Chapter 14 Breast reshaping after massive weight loss, implant based
• Staging may be appropriate for extremely large or ptotic patients.
• The circumvertical approach is a powerful tool for management of the redundant skin envelope.
• Controlled management of the IMF is key to reducing the number of later revisions.
• Use of an implant can be an excellent adjunct for restoring upper pole fullness.
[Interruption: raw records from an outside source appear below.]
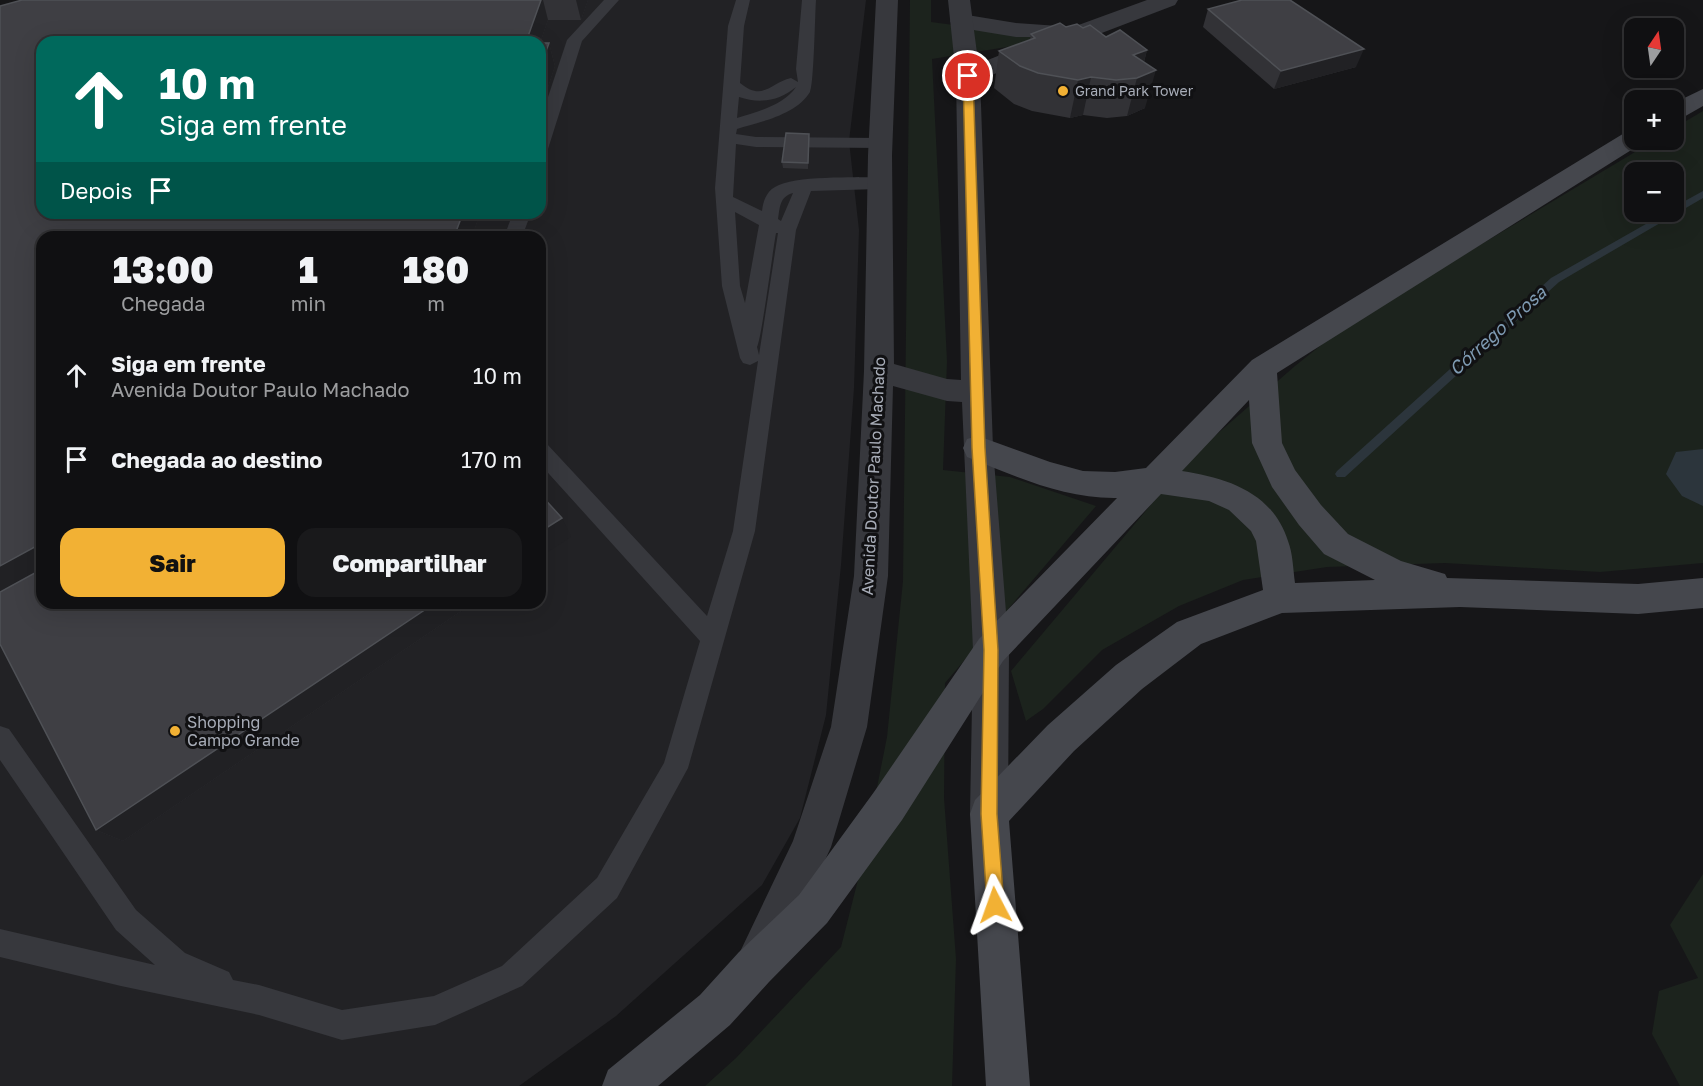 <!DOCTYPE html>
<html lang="pt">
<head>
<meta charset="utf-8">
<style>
  body { margin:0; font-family:"Golos Text",sans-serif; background:#19191b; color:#f1f3f6; height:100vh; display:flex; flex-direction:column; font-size:22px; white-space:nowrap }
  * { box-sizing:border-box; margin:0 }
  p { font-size:20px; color:#9c9d9f }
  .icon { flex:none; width:33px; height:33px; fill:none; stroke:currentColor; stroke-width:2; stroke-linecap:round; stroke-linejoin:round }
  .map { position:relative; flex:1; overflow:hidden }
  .drawer { position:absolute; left:36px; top:231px; width:510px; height:378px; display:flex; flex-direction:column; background:#101012; border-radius:18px; box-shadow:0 6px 24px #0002,0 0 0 2px #303032 }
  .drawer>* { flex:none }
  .guide { position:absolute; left:36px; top:36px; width:510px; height:183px; border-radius:18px; box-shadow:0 6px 24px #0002,0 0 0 2px #303032; background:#00695c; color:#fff; overflow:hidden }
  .needle { width:39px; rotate:13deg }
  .tools { position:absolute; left:1624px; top:18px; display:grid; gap:12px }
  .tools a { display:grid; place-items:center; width:60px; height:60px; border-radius:12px; background:#101012; box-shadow:0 6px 24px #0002,0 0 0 2px #303032; font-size:30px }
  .pin { position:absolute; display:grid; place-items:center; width:51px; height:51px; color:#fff; margin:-26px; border:3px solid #fff; border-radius:50%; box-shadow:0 2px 6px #0007 }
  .me { position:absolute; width:66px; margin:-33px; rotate:356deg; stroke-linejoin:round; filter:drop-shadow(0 0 4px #0008) }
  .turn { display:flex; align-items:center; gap:21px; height:126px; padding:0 24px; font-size:27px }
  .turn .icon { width:78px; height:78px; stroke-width:2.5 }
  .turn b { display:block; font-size:42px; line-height:51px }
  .then { display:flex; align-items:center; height:57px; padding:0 24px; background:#0003; gap:12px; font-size:22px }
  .eta { display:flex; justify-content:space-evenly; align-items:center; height:102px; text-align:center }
  .eta b { font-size:36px; font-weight:800; line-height:42px }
  .primary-button { display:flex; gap:12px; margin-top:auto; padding:12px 24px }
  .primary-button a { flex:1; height:69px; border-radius:18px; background:#f2b134; color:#111; font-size:24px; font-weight:800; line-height:69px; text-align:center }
  .primary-button a+a { background:#19191b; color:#f1f3f6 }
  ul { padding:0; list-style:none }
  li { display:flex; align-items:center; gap:18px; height:84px; padding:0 24px }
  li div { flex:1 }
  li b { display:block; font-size:22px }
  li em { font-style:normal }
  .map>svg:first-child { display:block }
  .built { fill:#222225; fill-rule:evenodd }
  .green { fill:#1c231d; fill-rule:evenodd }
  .water { fill:#2c353c }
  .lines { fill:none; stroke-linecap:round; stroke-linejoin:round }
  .stream { fill:#2c353c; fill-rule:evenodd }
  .service { fill:#37383d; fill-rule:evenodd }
  .minor { fill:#37383d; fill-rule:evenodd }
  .tertiary { fill:#37383d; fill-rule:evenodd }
  .secondary { fill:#45474d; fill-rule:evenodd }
  .wall { fill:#323236 }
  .shaded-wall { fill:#212124 }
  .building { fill:#3f3f44; stroke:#4f5156; stroke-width:1.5 }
  .route { fill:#f2b134; stroke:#9d7322; stroke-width:1.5 }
  .poi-dot { fill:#f2b134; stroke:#111113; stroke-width:2 }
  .labels { text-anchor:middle; stroke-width:6; stroke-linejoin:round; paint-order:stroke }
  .far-poi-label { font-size:14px; fill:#a8adb8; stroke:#111113; text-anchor:start }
  .street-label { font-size:16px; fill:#a8adb8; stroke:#111113 }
  .poi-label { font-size:16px; fill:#a8adb8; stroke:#111113; text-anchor:start }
  .water-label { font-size:18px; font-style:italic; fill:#7f9bb3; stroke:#111113 }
</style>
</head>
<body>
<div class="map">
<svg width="1703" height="1086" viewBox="0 0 1703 1086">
  <rect width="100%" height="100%" fill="#161618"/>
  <path class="built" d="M37,0h829l-17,141 10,89 -5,158 -13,177 -15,150 -26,103 -38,67 -146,131 -97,70h-519v-1077zM42,42h498v171h-498zM42,237h498v366h-498z"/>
  <g class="green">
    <polygon points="910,0 931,0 931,22 1038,36 1013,46 932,59 947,361 943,470 1010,477 1096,506 945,683 944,798 956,959 952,1086 705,1086 736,1058 841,947 861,868 887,737 903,581"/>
    <path d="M1703,111v452l-103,9 -155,-9 -118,4 -84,13 -64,26 -77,44 -59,59 -17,12 -15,-50 181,-215 103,-90 50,-40 310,-186h19v-12zM1635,172h39v40h-39z"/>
    <polygon points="1703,874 1703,1086 1680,1086 1652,1034 1659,991 1698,978 1670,925"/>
  </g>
  <polygon class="water" points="1703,449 1703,506 1682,496 1666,474 1676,452"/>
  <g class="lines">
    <polygon class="stream" points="1703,191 1703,198 1559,282 1345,477 1337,477 1335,474 1337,471 1551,278 1667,212 1674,212 1674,207"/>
    <g class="service">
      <polygon points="604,0 619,0 582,41 548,149 546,153 540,154 540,121 567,40"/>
      <path d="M736,0h14l-6,26 -4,57c23,19 30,0 51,-5l7,4 -2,-13 6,-69h14c-1,15 -2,84 -6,92 -14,23 -50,30 -73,37l-1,5 20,3 125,1 6,1 2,4 -2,4 -6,1 -125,-1 -20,-3 -3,53 29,14c1,-9 4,-19 13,-24 19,-12 80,-9 104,-10l6,2 3,4 -3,4 -6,2 -68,2 -15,39 -41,301 -67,237 -71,130 -95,88 -87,39 -93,15 -83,-25 -138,-29 -121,-29v-28l155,36 -39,-35 -116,-170v-34l9,3 127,181 49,43 44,19 4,8 26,5 83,25 92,-14 68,-30 95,-88 67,-115 36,-122 -160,-177v-22l7,2 160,172 26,-85 25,-170 -8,4 -7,-2 -3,-5 -18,-72 -7,-98 13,-162zM796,87c-12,18 -39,25 -59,31l2,-21c21,7 40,4 57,-10zM793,193l-12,28 -3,-2c2,-11 1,-22 15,-26zM735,212l24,13 -14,78 -5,-17zM776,233h2l-19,122 -2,-8c4,-5 16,-98 19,-114z"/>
      <polygon points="513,213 531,213 522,237 504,237"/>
    </g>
    <polygon class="minor" points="1147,0 1178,0 1175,5 976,81 968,83 960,81 956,76 960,71 1046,37 1016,37 961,28 953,26 950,21 953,16 961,14 1016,23 1073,27"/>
    <polygon class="tertiary" points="876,0 898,0 892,155 894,364 947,379 961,380 956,76 948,0 970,0 980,76 993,448 1009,650 1008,814 1003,828 989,833 975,828 970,814 973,650 962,402 947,401 893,386 888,576 867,727 831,847 775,969 760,975 745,969 739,954 793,841 831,727 854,576 864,371 868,155"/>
    <g class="secondary">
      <polygon points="1703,89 1703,106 1682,118 1674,120 1674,103"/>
      <path d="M1635,129v11h11l-2,2 -367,231 5,70 13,27 26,35 27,29 53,27 44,13 2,4 191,6 65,-6v30l-65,6 -178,-7 -178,6 -81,31 -59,45 -68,62 -65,70 21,265h-44l-16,-272 5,-14 73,-75 68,-60 61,-43 86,-32 -7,-49 -5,-10 -22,-21 -20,-9 -48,-7 -158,167 -101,159 -75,103 -58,59 -39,43 -72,61h-56l6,-16 92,-75 39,-43 60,-57 75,-103 105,-153 138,-141c-53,1 -102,-22 -150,-41l-4,-9 4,-9 11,-3 72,26 33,9 32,1 31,-4 106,-108 374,-228zM1249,400l3,43 20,44 27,38 25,29 51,26 -80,3c-2,-14 -2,-29 -7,-42 -15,-48 -60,-63 -106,-70z"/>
    </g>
  </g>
  <g class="wall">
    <polygon points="22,0 588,0 581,20 548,20 540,43 549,43 555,66 540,111 540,42 42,42 42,213 480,213 472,237 42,237 42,603 473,603 123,841 96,830 0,644 0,6"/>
    <polygon points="1208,9 1356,67 1274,89 1203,27"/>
    <polygon points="1066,27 1083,28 1147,50 1144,62 1145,108 1127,116 1107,118 1083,115 1070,118 1032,111 1014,104 994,88 999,51 1030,40 1031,34"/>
    <polygon points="809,134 808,169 783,168 782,162"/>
  </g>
  <g class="shaded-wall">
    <polygon points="541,0 543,0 548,20 540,43 540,42 526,42"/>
    <polygon points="576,0 588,0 581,20"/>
    <polygon points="549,43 555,66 540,111 540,68"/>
    <polygon points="1364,49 1356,67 1274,89 1281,71"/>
    <polygon points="1147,50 1140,77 1156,70 1145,108 1127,116 1137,78 1133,55"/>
    <polygon points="1091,77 1083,115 1070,118 1078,80"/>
    <polygon points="463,213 480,213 472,237 454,237"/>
    <polygon points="562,518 571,537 540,557 540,532"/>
    <polygon points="42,543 42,575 0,599 0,566"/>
    <polygon points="435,603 473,603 123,841 96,830"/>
  </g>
  <g class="building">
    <polygon points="22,0 541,0 526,42 42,42 42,213 463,213 454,237 42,237 42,543 0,566 0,6"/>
    <polygon points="1242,0 1290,0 1364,49 1281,71 1208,9"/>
    <polygon points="1060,23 1066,27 1077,24 1083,28 1090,25 1106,37 1120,30 1147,50 1133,55 1156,70 1137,78 1116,80 1091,77 1078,80 1038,73 1020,66 999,51 1035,38 1031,34"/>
    <polygon points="540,43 549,43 540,68"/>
    <polygon points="786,133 809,134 808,163 782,162"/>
    <polygon points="540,494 562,518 540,532"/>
    <polygon points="42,569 42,603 435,603 96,830 0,644 0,592"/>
  </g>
  <polygon class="route" points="968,73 973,76 985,448 998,650 997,814 1004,905 1001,911 995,913 989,911 987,905 981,814 984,650 972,448 963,76"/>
  <g class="poi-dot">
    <circle cx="1063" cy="91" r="6"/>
    <circle cx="175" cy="731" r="6"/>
  </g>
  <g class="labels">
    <g class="far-poi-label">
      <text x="1075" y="96">Grand Park Tower</text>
    </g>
    <g class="street-label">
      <text transform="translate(873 476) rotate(-87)" y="6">Avenida Doutor Paulo Machado</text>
    </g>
    <g class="poi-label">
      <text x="187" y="728">Shopping<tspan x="187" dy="18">Campo Grande</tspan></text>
    </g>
    <g class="water-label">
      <text transform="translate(1498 331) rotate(-42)" y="6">Córrego Prosa</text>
    </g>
  </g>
</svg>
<div class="tools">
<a><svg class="needle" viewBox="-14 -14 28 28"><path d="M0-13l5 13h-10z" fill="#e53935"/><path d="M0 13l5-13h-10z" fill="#9c9d9f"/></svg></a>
<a>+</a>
<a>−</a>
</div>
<div class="pin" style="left:968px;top:76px;background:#d93025"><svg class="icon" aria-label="arrive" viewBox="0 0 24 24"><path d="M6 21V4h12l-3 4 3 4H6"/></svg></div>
<svg class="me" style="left:995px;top:905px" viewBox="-20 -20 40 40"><path d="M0-17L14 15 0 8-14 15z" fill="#f2b134" stroke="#fff" stroke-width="4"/></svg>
<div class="guide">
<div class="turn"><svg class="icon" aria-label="ahead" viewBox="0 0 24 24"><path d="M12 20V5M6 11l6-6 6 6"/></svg><div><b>10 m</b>Siga em frente</div></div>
<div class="then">Depois<svg class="icon" aria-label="arrive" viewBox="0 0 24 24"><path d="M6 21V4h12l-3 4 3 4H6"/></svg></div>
</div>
<section class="drawer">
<div class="eta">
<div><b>13:00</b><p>Chegada</p></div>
<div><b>1</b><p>min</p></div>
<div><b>180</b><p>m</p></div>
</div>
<ul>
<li><svg class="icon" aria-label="ahead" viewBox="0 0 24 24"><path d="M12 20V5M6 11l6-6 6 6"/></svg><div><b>Siga em frente</b><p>Avenida Doutor Paulo Machado</p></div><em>10 m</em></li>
<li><svg class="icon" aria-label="arrive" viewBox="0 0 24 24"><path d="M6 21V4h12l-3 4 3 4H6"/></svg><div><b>Chegada ao destino</b></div><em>170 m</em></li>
</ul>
<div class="primary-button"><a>Sair</a><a>Compartilhar</a></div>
</section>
</div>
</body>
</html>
• Patient education regarding the complex and in some ways potentially imperfect nature of the surgical correction can aid in helping patients understand the potential need for future revisions to obtain the optimal result.
Introduction
Since its development in 1966, bariatric surgery has become an effective modality for sustained weight loss. The growth of bariatric surgery has paralleled the burgeoning obesity epidemic in the United States.1 Roux-en-Y gastric bypass has become the most effective and frequently performed means of sustained surgical weight loss, with mean weight loss at 36 months of 41 kg.2,3 Other surgical procedures include biliopancreatic diversion, adjustable gastric banding, and the creation of a gastric sleeve.4–6 Additionally, some patients are able to achieve weight loss with diet and exercise alone. Regardless of the means of weight loss, massive weight loss (MWL) is defined as weight loss of 45 kg (100 pounds) or more.7
Weight loss causes a multitude of both physiologic and anatomic changes. Severe volume loss results in skin redundancy and sagging, which can lead to issues with hygiene and the potential for infection. Song et al elegantly rated the anatomic changes that occur throughout the integumentary system after MWL.8 Additional consideration must be given to the nutritional status of MWL patients. Appropriate preoperative laboratory testing as well as consultation with a nutritionist may be advisable in these types of patients. The psychiatric changes that accompany MWL, and patient motivation for body contouring must also be considered when dealing with MWL patients.9–13
After MWL the breast undergoes a unique set of changes not typically seen in other settings. The breast becomes deflated with a paucity of upper pole tissue. Extreme ptosis of the skin envelope and the nipple can develop, along with inferior malposition of the inframammary fold (IMF). The total amount of volume loss is variable among patients. The nipple areolar complex also often becomes displaced medially. The breast mound itself can be displaced laterally and the chest wall can take on an almost barrel-shaped configuration. Additionally, the skin envelope can become inelastic14–16 (Fig. 14.1A–D). All these anatomic changes serve to make augmentation mastopexy, an already challenging procedure, even more intimidating.
Preoperative Preparation
Proper assessment of the MWL patient begins with ascertaining the method of weight loss. If the patient lost weight through surgical means then determining whether the procedure was restrictive, diversionary or both allows the surgeon to determine what nutritional workup is necessary. Timing of the bariatric procedure and the starting weight at the time of surgery, the amount of weight loss since the procedure, the weight change in the past 3–6 months, and how long the patient has been at the current weight should all be ascertained. Generally, the patient should be at a stable goal weight for 3–6 months or more prior to any plastic surgical procedure. This usually occurs 12–18 months following the weight loss surgery.17
Preoperative assessment of the MWL patient must include a full evaluation of the patient’s nutritional status. This is especially important in patients who have undergone diversionary procedures, and to a lesser extent those undergoing restrictive procedures. MWL patients that were able to lose weight through diet and exercise generally have adequate nutrition and do not need supplementation. Whether or not supplemental Vitamin B12, iron, calcium, and/or multivitamins are being used should be noted, as deficiencies here can lead to altered wound healing. Baseline laboratory values should consist of a complete blood count, electrolytes, prothrombin/partial thromboplastin time, and albumin levels.7 Micronutrients may also need to be assessed in selected cases of possible malnutrition.18–20
Discussion of potential need for revision at the initial consultation helps mitigate some of the later issues that may arise when enhancements of the initial procedure are needed. Meticulous documentation of conversations regarding revisions is also important during the initial visit. Informing patients that scar length is commensurate with the amount of soft tissue resection allows the patient insight into the outcomes of the procedure. Additionally, discussion of recurrent ptosis, or the possibility of breast asymmetry is important in the augmentation mastopexy patient.14 Nipple viability and potential nipple loss must be part included as a potential risk during augmentation mastopexy. Establishing realistic expectations and goals for surgical outcome is an important part of a successful augmentation mastopexy procedure.